La particularidad de las costumbres no puede desvincularse de las normas, pues
correríamos el riesgo de tomar por una definición universal lo que no es más que una
determinación muy particular de los valores. Ésta es, además, una de las
originalidades de la búsqueda socrática de un “universal”: La pregunta “qué es la
virtud” no puede quedar aprisionada en la relatividad de una tradición particular, sino
que tiene valor en sí misma.
Si la capacidad para determinar los motivos o el móvil de nuestra actuación con el fin
de discernir qué es lo que debemos hacer es racional, no podemos estar hablando
sólo de una razón instrumental, de un simple medio para conseguir un fin. Por eso, si
estuviéramos, tratándose del bien o del mal moral, en una situación que nos impidiera
tomar decisiones, sería inútil hablar de errores o juicios contrarios a la norma, es decir,
sólo somos morales desde el conocimiento y desde la libertad.

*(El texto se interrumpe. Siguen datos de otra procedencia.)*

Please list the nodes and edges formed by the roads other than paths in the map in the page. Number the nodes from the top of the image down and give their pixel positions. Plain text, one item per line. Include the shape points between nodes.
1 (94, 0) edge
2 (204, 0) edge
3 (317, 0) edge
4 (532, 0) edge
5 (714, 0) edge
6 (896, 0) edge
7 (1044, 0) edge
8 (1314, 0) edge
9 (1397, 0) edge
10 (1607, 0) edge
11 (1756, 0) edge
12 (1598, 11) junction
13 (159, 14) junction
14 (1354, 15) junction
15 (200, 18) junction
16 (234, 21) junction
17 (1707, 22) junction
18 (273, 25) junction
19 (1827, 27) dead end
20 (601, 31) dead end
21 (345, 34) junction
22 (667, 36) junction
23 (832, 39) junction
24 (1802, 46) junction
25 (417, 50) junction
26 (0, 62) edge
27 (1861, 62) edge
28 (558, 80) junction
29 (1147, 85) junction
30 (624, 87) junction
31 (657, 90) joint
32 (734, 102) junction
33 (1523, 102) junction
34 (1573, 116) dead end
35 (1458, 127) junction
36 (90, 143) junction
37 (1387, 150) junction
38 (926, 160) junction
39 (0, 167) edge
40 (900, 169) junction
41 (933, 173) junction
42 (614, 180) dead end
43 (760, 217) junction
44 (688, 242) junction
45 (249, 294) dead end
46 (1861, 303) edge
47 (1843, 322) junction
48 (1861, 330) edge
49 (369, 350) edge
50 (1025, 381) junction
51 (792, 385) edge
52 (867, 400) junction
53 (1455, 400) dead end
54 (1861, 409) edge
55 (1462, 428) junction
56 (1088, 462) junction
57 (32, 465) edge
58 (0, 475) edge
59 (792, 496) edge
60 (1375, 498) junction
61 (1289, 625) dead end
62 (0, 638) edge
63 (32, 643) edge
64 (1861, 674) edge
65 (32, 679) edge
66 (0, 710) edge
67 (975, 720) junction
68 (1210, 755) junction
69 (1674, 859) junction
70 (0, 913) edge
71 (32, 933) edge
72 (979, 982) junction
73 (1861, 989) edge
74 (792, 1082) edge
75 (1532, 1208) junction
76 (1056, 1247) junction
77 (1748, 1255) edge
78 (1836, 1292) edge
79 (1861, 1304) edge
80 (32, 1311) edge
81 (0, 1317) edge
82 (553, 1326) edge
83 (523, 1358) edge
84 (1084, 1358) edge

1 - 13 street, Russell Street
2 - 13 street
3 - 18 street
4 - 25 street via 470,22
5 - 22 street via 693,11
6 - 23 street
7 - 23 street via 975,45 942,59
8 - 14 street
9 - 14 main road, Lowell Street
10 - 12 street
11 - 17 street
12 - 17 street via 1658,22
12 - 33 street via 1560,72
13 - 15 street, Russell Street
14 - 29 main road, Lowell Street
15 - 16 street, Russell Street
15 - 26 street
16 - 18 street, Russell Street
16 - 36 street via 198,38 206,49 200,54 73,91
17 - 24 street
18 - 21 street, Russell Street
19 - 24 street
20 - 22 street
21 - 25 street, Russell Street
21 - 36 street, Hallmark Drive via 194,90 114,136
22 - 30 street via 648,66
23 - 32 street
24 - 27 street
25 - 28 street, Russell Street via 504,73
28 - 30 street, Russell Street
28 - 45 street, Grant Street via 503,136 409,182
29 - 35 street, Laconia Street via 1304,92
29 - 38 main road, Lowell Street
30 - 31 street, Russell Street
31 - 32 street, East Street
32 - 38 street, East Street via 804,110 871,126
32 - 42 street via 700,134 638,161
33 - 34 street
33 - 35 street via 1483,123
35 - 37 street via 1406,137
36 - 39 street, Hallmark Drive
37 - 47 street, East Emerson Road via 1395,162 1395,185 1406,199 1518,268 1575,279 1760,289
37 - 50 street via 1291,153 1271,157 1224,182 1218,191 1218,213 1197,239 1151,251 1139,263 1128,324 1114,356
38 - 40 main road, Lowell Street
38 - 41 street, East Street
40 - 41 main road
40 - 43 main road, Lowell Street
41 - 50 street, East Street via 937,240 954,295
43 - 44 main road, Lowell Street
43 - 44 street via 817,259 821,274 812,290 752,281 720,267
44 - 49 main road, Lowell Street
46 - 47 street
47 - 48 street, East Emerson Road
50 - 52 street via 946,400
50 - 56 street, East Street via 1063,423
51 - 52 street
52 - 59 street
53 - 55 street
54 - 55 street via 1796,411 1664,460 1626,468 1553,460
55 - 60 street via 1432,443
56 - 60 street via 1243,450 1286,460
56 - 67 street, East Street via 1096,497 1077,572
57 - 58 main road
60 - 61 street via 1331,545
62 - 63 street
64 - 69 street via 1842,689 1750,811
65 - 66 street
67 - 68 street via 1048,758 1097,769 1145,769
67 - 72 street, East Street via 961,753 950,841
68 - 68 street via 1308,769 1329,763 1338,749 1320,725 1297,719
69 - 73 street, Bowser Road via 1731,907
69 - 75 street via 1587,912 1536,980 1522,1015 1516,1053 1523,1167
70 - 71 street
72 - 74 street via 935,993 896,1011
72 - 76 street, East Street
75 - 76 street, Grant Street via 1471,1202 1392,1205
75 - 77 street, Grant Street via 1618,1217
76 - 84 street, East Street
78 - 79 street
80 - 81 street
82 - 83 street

En fin, desde la
completud humana.
Para terminar, utilicemos las palabras del narrador de la novela, las palabras de Italo
Calvino: “A veces uno se cree incompleto y es solamente joven”. De esto podríamos
concluir que todo requiere aprendizaje y naturalmente también el conocimiento de la
moral.
BIBLIOGRAFÍA
- ARISTÓTELES: Ética a Nicómaco. Biblioteca de la Universidad Central de
Venezuela. Caracas 1982.
- CALVINO, Italo: El vizconde demediado. Editorial Siruela. Madrid, 1989.
- PLATÓN: Teeteto. Gredos. Madrid 1983.